■ **Data provided**
--

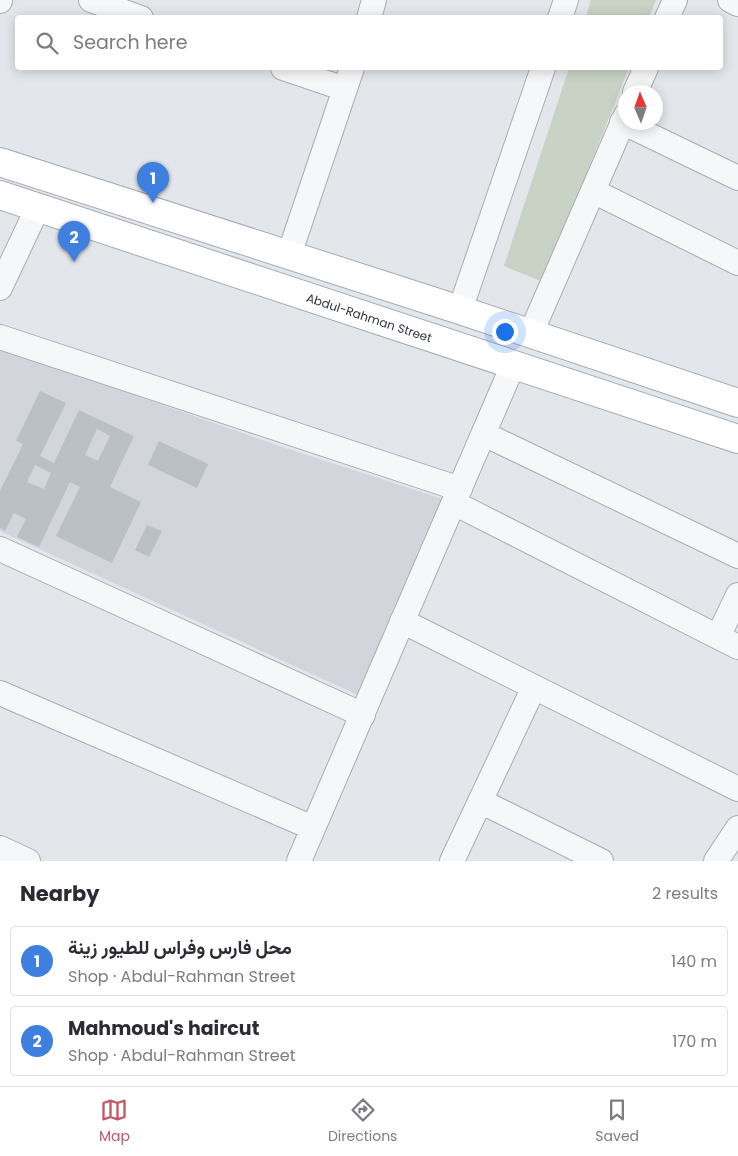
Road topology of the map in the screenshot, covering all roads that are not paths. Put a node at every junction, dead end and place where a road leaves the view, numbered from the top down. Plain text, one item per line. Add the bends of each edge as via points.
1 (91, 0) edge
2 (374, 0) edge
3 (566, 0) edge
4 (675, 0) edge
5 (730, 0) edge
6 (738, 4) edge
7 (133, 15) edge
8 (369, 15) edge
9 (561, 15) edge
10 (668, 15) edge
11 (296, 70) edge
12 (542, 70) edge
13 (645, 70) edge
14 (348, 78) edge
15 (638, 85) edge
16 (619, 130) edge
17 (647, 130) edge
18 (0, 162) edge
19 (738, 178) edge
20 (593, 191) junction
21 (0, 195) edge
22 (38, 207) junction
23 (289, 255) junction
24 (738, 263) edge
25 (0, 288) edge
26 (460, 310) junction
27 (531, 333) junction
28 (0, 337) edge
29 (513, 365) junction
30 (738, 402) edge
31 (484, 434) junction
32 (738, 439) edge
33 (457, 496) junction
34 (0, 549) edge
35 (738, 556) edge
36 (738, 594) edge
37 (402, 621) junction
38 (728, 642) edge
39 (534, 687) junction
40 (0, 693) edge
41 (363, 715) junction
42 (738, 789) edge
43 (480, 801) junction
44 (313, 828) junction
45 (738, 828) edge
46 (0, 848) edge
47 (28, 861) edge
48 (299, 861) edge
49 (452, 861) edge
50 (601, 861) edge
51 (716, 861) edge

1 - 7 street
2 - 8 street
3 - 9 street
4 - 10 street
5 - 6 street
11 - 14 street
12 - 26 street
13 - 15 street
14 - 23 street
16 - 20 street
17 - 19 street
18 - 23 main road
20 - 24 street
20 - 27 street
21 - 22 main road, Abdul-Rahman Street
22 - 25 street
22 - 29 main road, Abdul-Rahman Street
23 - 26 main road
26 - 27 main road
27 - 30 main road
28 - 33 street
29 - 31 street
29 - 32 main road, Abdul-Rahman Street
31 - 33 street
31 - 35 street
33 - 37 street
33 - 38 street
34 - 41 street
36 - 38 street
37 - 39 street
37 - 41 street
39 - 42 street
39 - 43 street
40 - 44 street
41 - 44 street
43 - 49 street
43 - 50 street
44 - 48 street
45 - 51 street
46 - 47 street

--

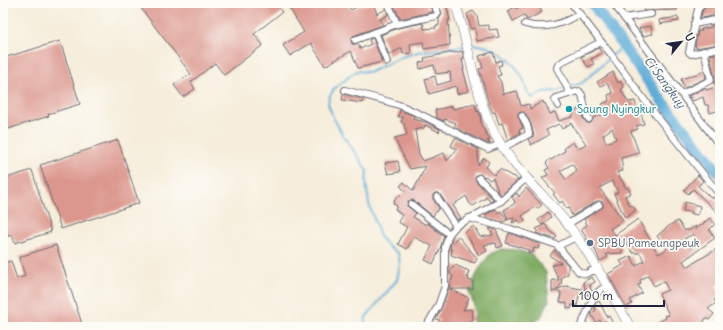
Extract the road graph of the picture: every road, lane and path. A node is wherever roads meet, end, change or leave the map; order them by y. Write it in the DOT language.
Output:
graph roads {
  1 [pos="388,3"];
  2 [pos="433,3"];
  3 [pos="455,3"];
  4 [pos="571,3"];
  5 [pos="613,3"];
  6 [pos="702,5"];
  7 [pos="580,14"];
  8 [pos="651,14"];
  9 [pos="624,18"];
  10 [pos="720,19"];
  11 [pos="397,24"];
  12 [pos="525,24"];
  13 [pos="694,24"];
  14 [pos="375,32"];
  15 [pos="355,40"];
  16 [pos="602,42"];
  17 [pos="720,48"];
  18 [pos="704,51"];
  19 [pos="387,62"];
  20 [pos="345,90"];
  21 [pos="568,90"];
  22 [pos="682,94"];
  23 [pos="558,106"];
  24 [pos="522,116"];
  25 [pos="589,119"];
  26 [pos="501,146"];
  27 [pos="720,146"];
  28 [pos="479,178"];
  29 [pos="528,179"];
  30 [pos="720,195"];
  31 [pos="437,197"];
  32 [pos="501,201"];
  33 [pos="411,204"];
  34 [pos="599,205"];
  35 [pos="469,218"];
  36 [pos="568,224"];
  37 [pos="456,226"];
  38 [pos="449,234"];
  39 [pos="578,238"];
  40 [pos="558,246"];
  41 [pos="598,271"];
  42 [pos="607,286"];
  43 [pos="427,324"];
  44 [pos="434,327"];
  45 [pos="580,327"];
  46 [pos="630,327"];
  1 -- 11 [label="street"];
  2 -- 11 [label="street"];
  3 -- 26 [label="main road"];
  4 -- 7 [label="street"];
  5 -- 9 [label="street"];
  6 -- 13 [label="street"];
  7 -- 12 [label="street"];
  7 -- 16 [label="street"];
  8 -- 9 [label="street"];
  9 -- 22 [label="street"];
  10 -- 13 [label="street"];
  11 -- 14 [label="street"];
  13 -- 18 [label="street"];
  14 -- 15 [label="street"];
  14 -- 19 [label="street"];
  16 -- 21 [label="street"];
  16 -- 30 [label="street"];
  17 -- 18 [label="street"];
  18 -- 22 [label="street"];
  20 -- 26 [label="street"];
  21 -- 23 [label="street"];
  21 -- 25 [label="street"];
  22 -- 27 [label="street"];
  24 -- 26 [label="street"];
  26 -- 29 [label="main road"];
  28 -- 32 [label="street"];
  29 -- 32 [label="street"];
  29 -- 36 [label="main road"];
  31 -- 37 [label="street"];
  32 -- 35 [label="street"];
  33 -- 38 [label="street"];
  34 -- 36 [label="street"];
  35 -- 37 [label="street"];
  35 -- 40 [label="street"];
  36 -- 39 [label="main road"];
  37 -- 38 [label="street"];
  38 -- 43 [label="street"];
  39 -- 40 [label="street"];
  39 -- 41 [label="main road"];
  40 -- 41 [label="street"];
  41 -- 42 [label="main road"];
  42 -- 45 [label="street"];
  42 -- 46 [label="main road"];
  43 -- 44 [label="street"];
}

--

■ **About this exercise**
Search the listing above for "roads" and copy every line that holds it.

■ **Answer section**
Road topology of the map in the screenshot, covering all roads that are not paths. Put a node at every junction, dead end and place where a road leaves the view, numbered from the top down. Plain text, one item per line. Add the bends of each edge as via points.
Extract the road graph of the picture: every road, lane and path. A node is wherever roads meet, end, change or leave the map; order them by y. Write it in the DOT language.
graph roads {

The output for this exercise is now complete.